夏の初めごろから私の中で村上春樹ブーム。長編『騎士団長殺し』を読み終えたあと、長編『色彩を持たない多崎つくると、彼の巡礼の年』、自伝的エッセイ『職業としての小説家』を読んだ。
『騎士団長殺し』をおもしろく読んだという感想は前に書いたとおり。
一方、『色彩を持たない多崎つくると、彼の巡礼の年』は、突っ込みどころが多すぎて、かつ謎が謎のまま投げっぱなし状態で、あまり後味がよくなかった。謎や展開が必ずしも明瞭にならないのは、まあ、いつもどおりの村上春樹らしさだとも言える。それにしても、密室殺人を発生させておいて回収しないのはあんまりでは?
導入から前半にかけて、主人公の多崎つくるがそれまでずっと大親友だった4人からいっぺんに絶交を言い渡されプツンと音信不通になる、しかし絶交の原因はまったく心当たりがなく……という設定は、謎解き感覚があってぐいぐい引き込まれた。が、後半は、「いや待て、そんなことってある!?」「そこでそんな選択をする?」と言いたくなる展開が多いうえに、肝心な部分の真相が抽象的でぼんやり。多崎つくるを仲間外れにした親友たちにも、その理由を追及しなかった多崎つくる本人にも共感できず、何だかなーという読後感だった。前半あんなにおもしろかったのに。

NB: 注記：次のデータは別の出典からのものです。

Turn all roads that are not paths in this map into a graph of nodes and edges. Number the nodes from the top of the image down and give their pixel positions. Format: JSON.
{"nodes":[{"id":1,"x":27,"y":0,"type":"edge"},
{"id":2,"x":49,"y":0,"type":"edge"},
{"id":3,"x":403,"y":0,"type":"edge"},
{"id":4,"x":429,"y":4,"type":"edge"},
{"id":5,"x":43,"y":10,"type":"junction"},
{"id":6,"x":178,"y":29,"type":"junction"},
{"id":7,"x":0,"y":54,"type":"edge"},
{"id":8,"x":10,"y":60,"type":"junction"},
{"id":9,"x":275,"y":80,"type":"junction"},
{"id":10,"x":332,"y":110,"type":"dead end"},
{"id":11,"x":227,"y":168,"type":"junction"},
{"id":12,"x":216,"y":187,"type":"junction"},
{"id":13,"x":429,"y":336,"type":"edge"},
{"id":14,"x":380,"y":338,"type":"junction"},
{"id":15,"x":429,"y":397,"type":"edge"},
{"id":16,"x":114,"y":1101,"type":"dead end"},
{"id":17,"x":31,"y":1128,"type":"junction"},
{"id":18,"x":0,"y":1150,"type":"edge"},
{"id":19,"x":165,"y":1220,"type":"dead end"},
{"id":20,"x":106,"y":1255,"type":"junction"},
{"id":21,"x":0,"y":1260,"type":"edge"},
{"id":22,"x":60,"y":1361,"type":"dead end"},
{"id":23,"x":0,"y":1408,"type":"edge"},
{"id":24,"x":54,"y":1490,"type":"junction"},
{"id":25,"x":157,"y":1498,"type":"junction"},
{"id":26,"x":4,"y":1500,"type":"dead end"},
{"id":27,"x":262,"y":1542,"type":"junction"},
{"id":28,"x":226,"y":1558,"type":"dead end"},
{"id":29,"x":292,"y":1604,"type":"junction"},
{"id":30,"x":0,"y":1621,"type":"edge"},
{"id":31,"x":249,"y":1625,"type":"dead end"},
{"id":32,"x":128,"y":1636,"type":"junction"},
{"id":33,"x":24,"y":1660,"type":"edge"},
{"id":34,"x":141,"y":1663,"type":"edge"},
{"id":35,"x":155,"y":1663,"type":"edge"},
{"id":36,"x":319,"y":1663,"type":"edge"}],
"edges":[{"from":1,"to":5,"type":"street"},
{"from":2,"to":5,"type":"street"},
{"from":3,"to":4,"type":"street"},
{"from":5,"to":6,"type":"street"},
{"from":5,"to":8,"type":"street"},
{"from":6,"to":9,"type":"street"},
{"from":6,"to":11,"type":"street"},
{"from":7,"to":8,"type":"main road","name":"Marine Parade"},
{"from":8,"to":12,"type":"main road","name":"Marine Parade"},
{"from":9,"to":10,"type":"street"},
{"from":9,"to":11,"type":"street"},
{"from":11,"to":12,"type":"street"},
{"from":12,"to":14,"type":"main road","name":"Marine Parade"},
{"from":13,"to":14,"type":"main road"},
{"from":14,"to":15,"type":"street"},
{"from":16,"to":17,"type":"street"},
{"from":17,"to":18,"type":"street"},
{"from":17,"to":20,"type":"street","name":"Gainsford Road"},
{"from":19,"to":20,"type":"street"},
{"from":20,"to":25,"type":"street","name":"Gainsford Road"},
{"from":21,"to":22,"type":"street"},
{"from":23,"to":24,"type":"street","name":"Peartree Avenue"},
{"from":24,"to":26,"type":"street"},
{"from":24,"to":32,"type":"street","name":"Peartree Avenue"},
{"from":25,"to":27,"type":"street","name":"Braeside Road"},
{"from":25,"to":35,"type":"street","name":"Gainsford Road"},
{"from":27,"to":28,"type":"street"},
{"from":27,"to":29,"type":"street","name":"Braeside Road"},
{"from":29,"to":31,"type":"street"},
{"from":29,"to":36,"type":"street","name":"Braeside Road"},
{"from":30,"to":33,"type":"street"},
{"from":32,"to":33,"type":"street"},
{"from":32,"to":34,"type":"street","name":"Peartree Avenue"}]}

と思っていたところ、図書館でたまたま考察本を発見。〈村上春樹『色彩を持たない多崎つくると、彼の巡礼の年』をどう読むか〉、タイトル長い。〈村上春樹『騎士団長殺し、メッタ斬り!〉、タイトルが物騒。
『色彩を持たない~』は三十数名の書評家・ライターが寄せた文章集。人によって解釈も好みも大いに分かれそうなこの作品をどう感じたのか、明示あるいは暗示されているテーマや設定にはどんな意味がありえるのか、他の村上作品との比較においてはどうか、ということが多様な視点と掘り下げ方で書かれている。なるほどね!と思ったり、そういうことだったのか、と気づいたり。作品に対する否定的・批判的な意見も、わかるわ~!とか、そうそうそれが言いたかったのよ!と膝を打つものが多々あって、これまたおもしろかった。

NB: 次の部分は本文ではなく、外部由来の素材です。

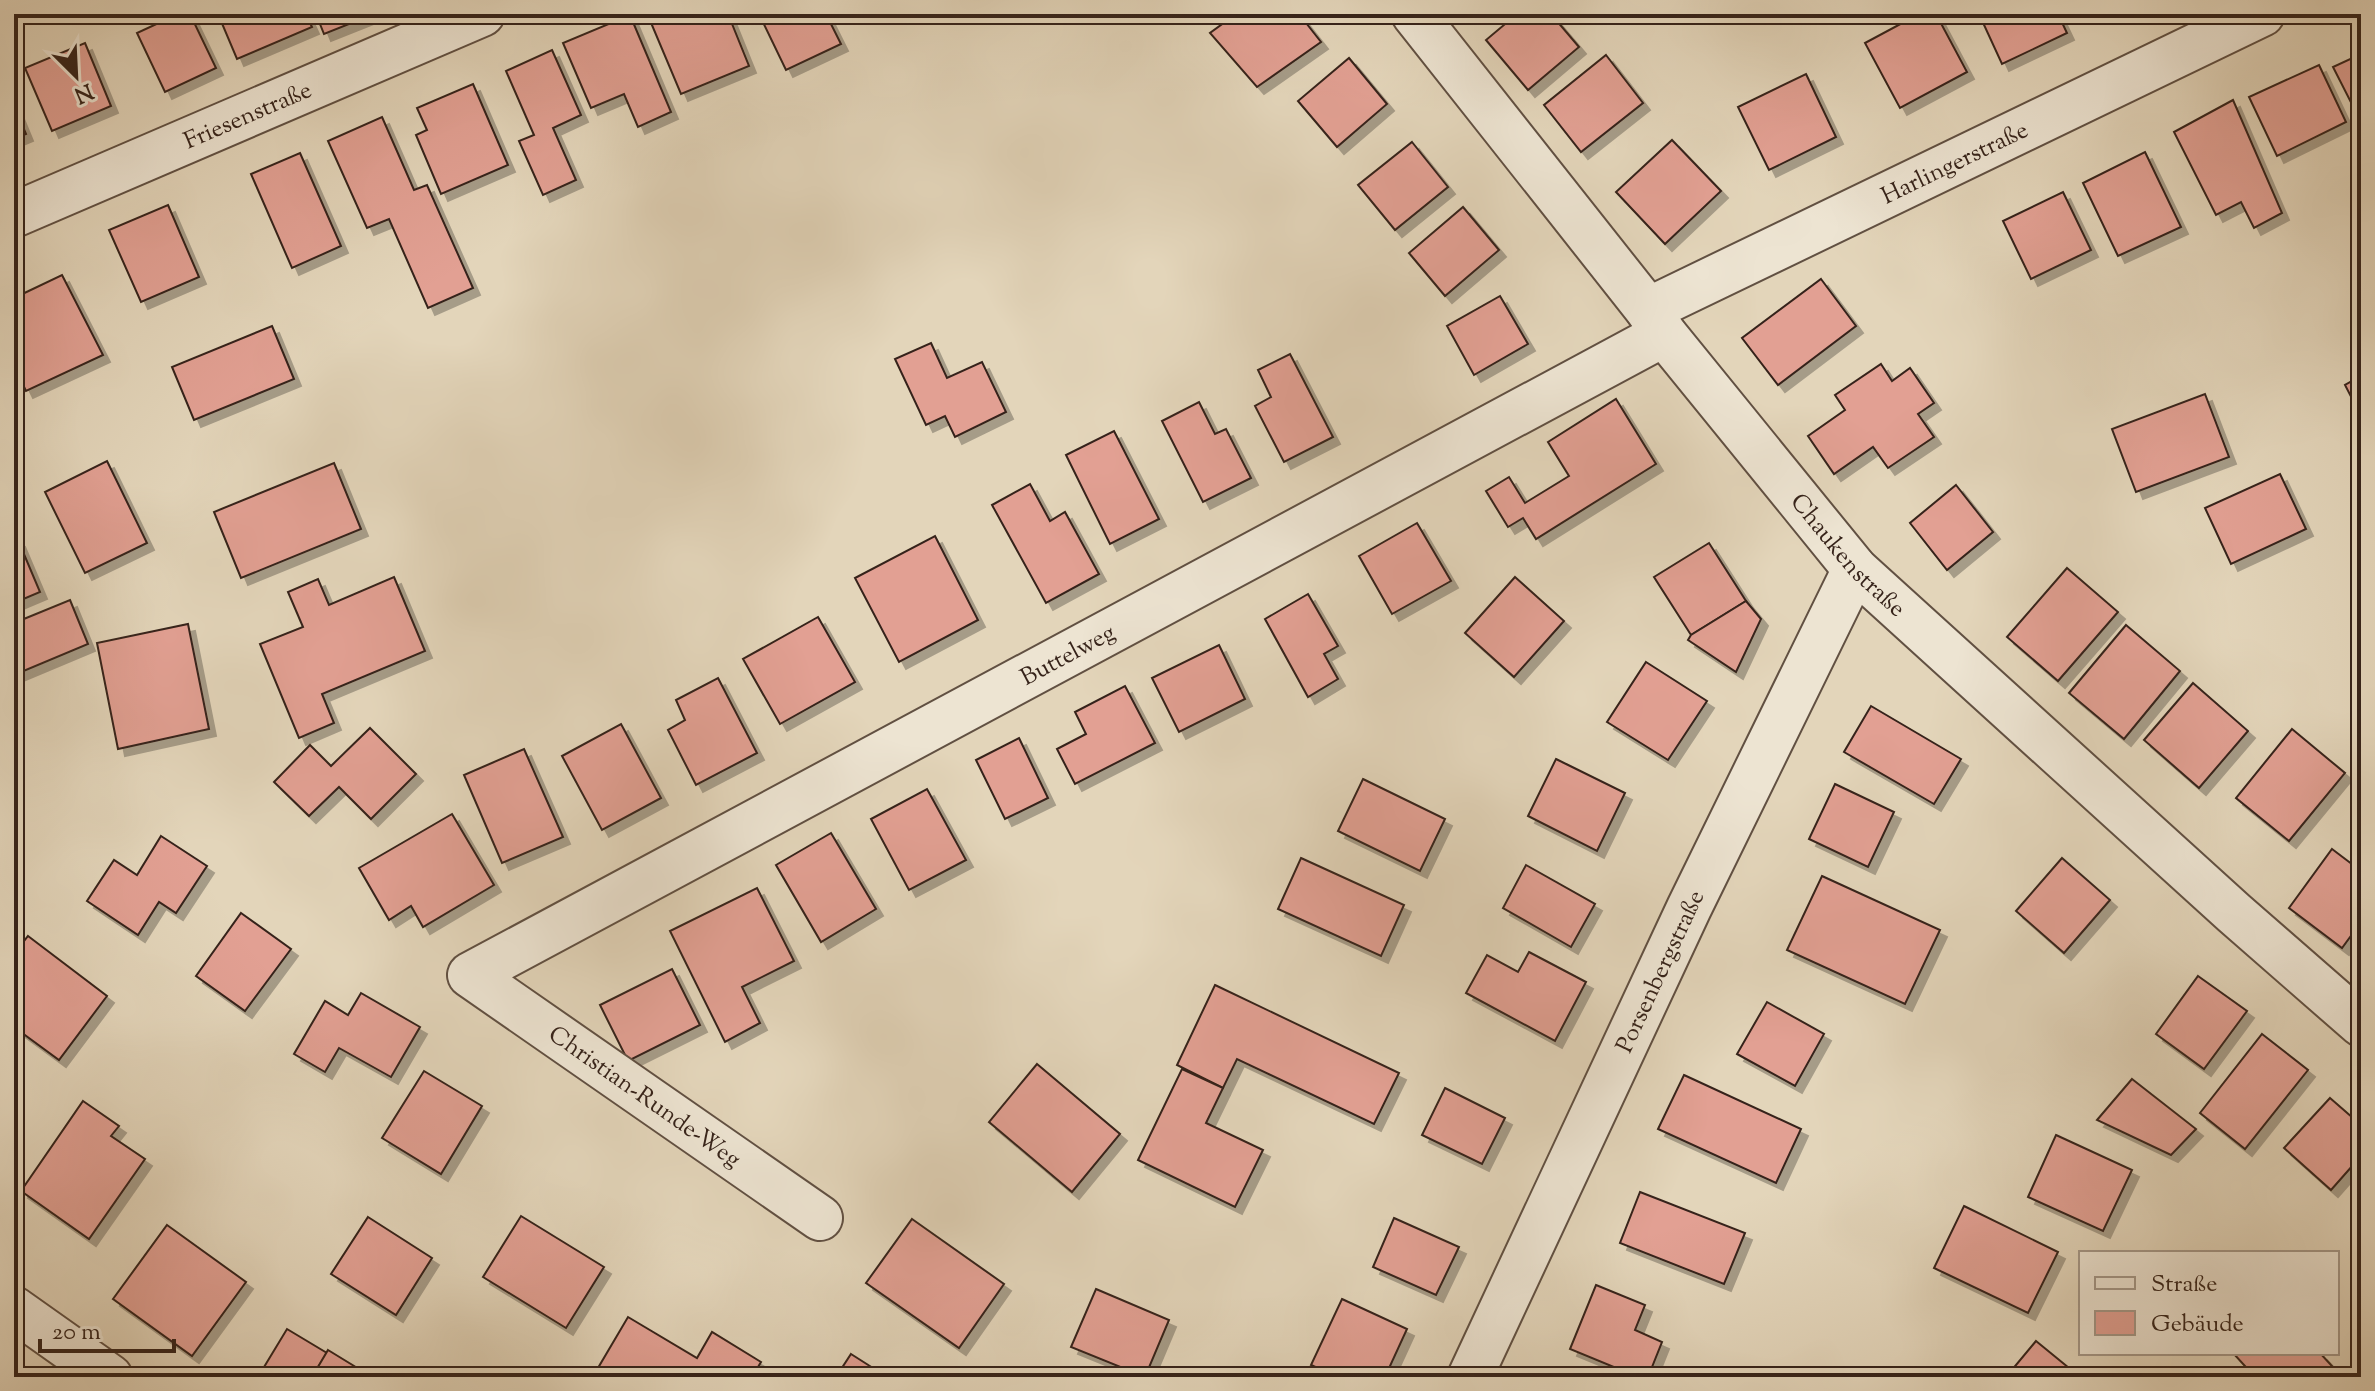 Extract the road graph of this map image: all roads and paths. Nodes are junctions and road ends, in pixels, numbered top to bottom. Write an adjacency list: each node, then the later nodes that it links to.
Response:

『メッタ斬り!』は大森望・豊崎由美氏による対談形式の作品評。総じて、「騎士団長殺しはまあまあよかったけど、色彩を持たない~はどうしようもない出来だった」という立ち位置で、言ってる内容も表現もたいへん過激。私が感じた疑問や不満を、的確かつ遠慮のない物言いでビシバシ挙げていくのが実に痛快! 「村上作品の主人公は、自分はごくごく普通の人間でまったくモテない、って言いながらめっちゃモテてるのがイラつく」っていうのとかね。あと、新刊が出るたびに読まずにはいられず、そのうえでああだこうだと口を出さずにいられないあたり、村上春樹のことが好きなのか嫌いなのかわからなくなってきた、って言ってるのも笑ってしまう。
オリジナル作品を読んだあと、書評とか考察を片っ端から読むところも含めて村上春樹作品の楽しみ方、っていうのは確実にあると思う。で、作品じたいは全然好きじゃなかったけど、言い回しとか雰囲気に妙に惹かれるものがあったなあという余韻の大きさが、他の作家より突出してる気がする。だからこれだけ話題になるし、よくも悪くも注目されるんだろうね。

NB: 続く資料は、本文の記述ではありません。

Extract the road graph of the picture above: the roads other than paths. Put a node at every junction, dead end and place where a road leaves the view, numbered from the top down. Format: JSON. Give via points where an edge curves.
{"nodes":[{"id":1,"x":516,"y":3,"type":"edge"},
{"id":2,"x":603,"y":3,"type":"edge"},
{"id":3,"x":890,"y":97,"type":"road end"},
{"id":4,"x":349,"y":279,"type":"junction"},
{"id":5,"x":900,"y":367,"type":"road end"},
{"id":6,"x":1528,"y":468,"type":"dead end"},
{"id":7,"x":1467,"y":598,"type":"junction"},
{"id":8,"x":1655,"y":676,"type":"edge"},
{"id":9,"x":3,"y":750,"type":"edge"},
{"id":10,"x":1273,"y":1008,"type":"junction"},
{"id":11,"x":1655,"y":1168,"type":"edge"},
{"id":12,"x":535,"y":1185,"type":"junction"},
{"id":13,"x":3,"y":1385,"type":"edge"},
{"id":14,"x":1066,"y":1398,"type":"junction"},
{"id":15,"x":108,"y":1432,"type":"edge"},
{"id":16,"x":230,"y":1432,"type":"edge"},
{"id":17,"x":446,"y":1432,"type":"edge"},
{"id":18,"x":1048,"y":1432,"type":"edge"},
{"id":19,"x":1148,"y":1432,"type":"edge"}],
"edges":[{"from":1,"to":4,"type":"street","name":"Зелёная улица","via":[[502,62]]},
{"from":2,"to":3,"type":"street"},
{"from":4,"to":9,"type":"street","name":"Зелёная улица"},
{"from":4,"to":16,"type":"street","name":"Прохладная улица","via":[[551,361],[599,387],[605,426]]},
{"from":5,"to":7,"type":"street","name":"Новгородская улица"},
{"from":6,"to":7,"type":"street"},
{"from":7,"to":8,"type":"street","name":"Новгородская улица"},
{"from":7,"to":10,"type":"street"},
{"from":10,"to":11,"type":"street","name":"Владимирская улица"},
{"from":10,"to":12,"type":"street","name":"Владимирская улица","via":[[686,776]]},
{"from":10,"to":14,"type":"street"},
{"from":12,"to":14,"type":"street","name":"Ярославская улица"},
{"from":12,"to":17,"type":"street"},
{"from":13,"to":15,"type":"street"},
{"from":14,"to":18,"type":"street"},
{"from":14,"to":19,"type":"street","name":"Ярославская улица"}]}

雑誌ブルータスでも2号連続で村上春樹特集を組んでいて(10月15日号と11月1日号)、なんでこのタイミング?と思ったら、もうすぐノーベル賞の発表時期ではないですか。今年こそ来るか?という予想騒ぎも来年の風物詩。もし村上春樹が文学賞をとったら、ブルータスはバカ売れだな。売り切れる前に入手せよ!